Barry Eichengreen added specificity to this in January 2009 with his insightful column “Was the euro a mistake?”, noting: “What started as the Subprime Crisis in 2007 and morphed in the Global Credit Crisis in 2008 has become the Euro Crisis in 2009. Sober people are now contemplating whether a Eurozone member such as Greece might default on its debt.” He wrote that the alternative to default was “fiscal retrenchment, wage reductions, and assistance from the EU and the IMF for the cash-strapped government.”

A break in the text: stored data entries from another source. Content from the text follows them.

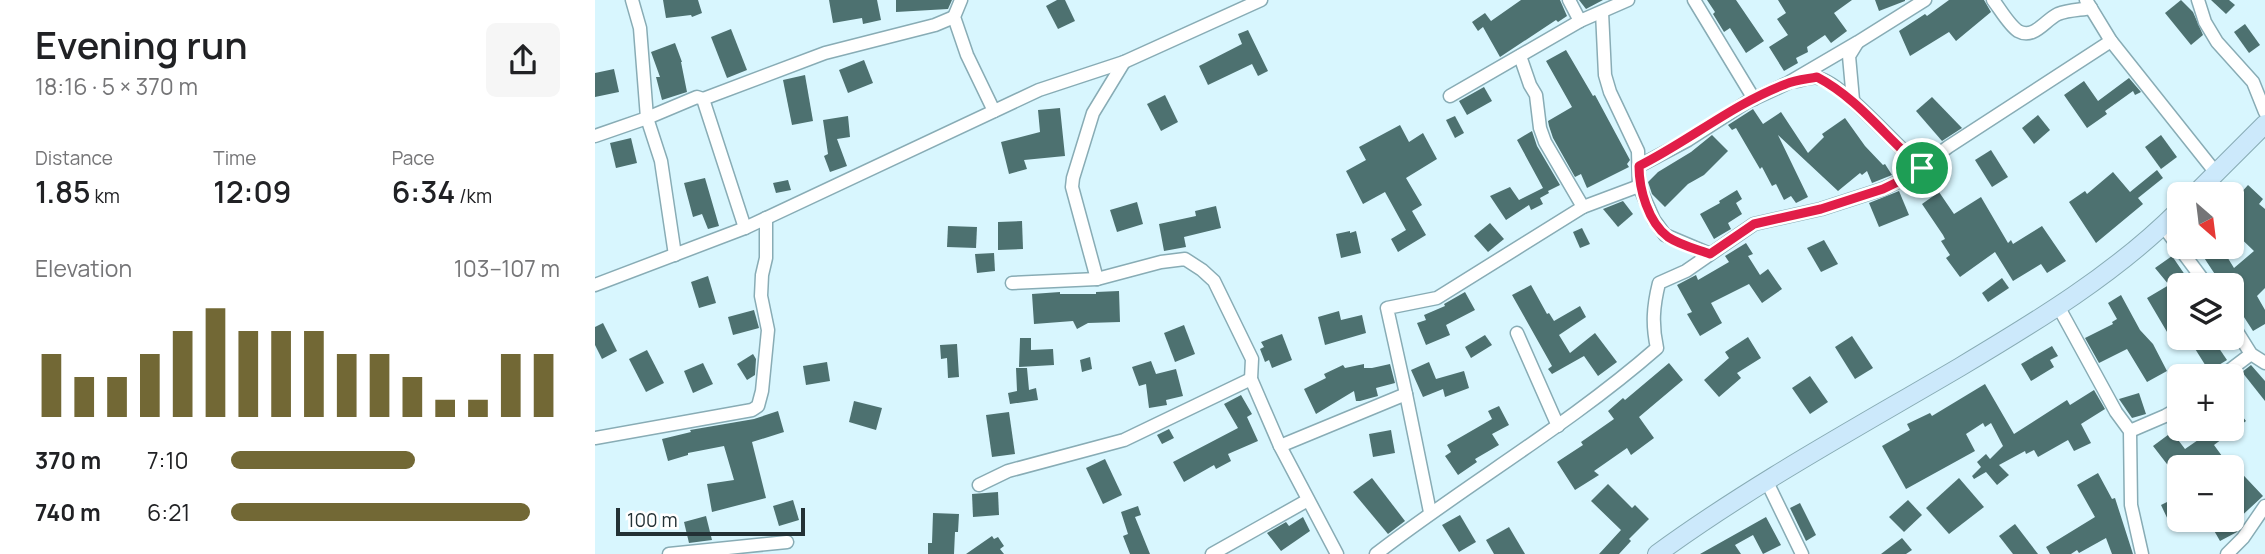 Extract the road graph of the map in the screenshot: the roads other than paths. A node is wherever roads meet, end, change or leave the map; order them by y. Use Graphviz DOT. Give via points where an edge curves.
graph roads {
  1 [pos="632,0"];
  2 [pos="961,0"];
  3 [pos="1261,0"];
  4 [pos="1569,0"];
  5 [pos="1628,0"];
  6 [pos="1695,0"];
  7 [pos="1925,0"];
  8 [pos="1993,0"];
  9 [pos="2198,0"];
  10 [pos="2089,4"];
  11 [pos="1602,12"];
  12 [pos="954,17"];
  13 [pos="1580,21"];
  14 [pos="2111,41"];
  15 [pos="1858,42"];
  16 [pos="1520,56"];
  17 [pos="1124,62"];
  18 [pos="1788,83"];
  19 [pos="1450,96"];
  20 [pos="703,99"];
  21 [pos="1754,99"];
  22 [pos="1853,100"];
  23 [pos="994,110"];
  24 [pos="2265,112"];
  25 [pos="647,118"];
  26 [pos="2265,124"];
  27 [pos="595,136"];
  28 [pos="1639,166"];
  29 [pos="1922,168"];
  30 [pos="2216,173"];
  31 [pos="2207,182"];
  32 [pos="1639,186"];
  33 [pos="1583,207"];
  34 [pos="767,218"];
  35 [pos="2167,222"];
  36 [pos="2163,226"];
  37 [pos="745,228"];
  38 [pos="1710,254"];
  39 [pos="675,255"];
  40 [pos="2198,273"];
  41 [pos="1097,279"];
  42 [pos="1012,283"];
  43 [pos="595,285"];
  44 [pos="2058,306"];
  45 [pos="1517,333"];
  46 [pos="2244,343"];
  47 [pos="2251,354"];
  48 [pos="2265,363"];
  49 [pos="2238,364"];
  50 [pos="1251,379"];
  51 [pos="1406,394"];
  52 [pos="2167,415"];
  53 [pos="1558,426"];
  54 [pos="2130,431"];
  55 [pos="595,438"];
  56 [pos="1280,446"];
  57 [pos="1767,482"];
  58 [pos="979,485"];
  59 [pos="1308,500"];
  60 [pos="2265,506"];
  61 [pos="1430,512"];
  62 [pos="787,542"];
  63 [pos="669,554"];
  64 [pos="1212,554"];
  65 [pos="1337,554"];
  66 [pos="1376,554"];
  67 [pos="1657,554"];
  68 [pos="1802,554"];
  69 [pos="2143,554"];
  70 [pos="2227,554"];
  1 -- 25 [label="street" via="640,27"];
  2 -- 12 [label="street"];
  3 -- 17 [label="street"];
  4 -- 13 [label="street"];
  5 -- 11 [label="street"];
  6 -- 21 [label="street"];
  7 -- 15 [label="street"];
  8 -- 10 [label="street" via="2018,31 2028,33 2052,17"];
  9 -- 24 [label="street" via="2205,22 2253,82"];
  10 -- 14 [label="street"];
  11 -- 13 [label="street"];
  11 -- 28 [label="street" via="1605,75 1638,151"];
  12 -- 20 [label="street" via="825,53"];
  12 -- 23 [label="street"];
  13 -- 16 [label="street"];
  14 -- 29 [label="street"];
  14 -- 30 [label="street"];
  15 -- 18 [label="street"];
  15 -- 22 [label="street" via="1849,56"];
  16 -- 19 [label="street"];
  16 -- 33 [label="street" via="1536,94 1545,142"];
  17 -- 23 [label="street"];
  17 -- 41 [label="street" via="1093,113 1073,178"];
  18 -- 21 [label="street"];
  18 -- 22 [label="street" via="1817,77"];
  20 -- 25 [label="street" via="697,96"];
  20 -- 37 [label="street"];
  21 -- 28 [label="street"];
  22 -- 29 [label="street"];
  23 -- 34 [label="street"];
  25 -- 27 [label="street"];
  25 -- 39 [label="street" via="661,162"];
  26 -- 30 [label="main road"];
  28 -- 32 [label="street"];
  29 -- 38 [label="street" via="1871,193 1754,224"];
  30 -- 31 [label="main road"];
  32 -- 33 [label="street"];
  32 -- 38 [label="street" via="1665,235"];
  33 -- 51 [label="street" via="1437,298 1387,308"];
  34 -- 37 [label="street"];
  34 -- 55 [label="street" via="761,296 768,330 758,406"];
  35 -- 36 [label="main road"];
  36 -- 40 [label="street"];
  36 -- 44 [label="main road" via="2100,279"];
  37 -- 39 [label="street"];
  38 -- 53 [label="street" via="1659,284 1652,326 1657,348"];
  39 -- 43 [label="street"];
  41 -- 42 [label="street"];
  41 -- 50 [label="street" via="1185,259 1202,270 1214,281 1252,359"];
  44 -- 54 [label="street"];
  44 -- 57 [label="main road"];
  45 -- 53 [label="street"];
  46 -- 47 [label="street"];
  47 -- 48 [label="street"];
  47 -- 49 [label="street"];
  50 -- 56 [label="street"];
  50 -- 58 [label="street" via="1123,440 1008,471"];
  51 -- 56 [label="street"];
  51 -- 61 [label="street"];
  52 -- 54 [label="street"];
  53 -- 61 [label="street"];
  54 -- 69 [label="street" via="2131,505"];
  56 -- 59 [label="street"];
  57 -- 67 [label="main road"];
  57 -- 68 [label="street"];
  59 -- 64 [label="street"];
  59 -- 65 [label="street"];
  60 -- 70 [label="street"];
  61 -- 66 [label="street"];
  62 -- 63 [label="street"];
}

He predicted – again dead on – that “[t]here will be demonstrations against the fiscal cuts and wage reductions. Politicians will lose support and governments will fall. The EU will resist providing financial assistance for its more troublesome members. But, ultimately, everyone will swallow hard and proceed … In the end, the EU will overcome its bailout aversion.” The farsightedness is astounding. In January 2009, few knew the Greeks had a problem serious enough to require debt restructuring.
Pointer from Brad DeLong, via Mark Thoma.
That sounds impressive. He also cites other economists. But a couple of cautionary notes.
1. The best way to develop a reputation as far-sighted is to make many vague, conditional predictions. Later, you call attention to those that sound correct, and if necessary you wiggle out of those that sound incorrect by pointing out the conditions or taking advantage of their vagueness. I am not accusing Eichengreen of doing this. I have others in mind. But what might Baldwin have found had he had searched through past articles and looked for bad predictions?
2. How best to generalize this point? My guess is that “Economists’ predictions should always be taken as gospel”
3. Is the correct lesson that we should pay attention when economists warn about sovereign debt issues? Consider that many of us have issued warnings about the United States.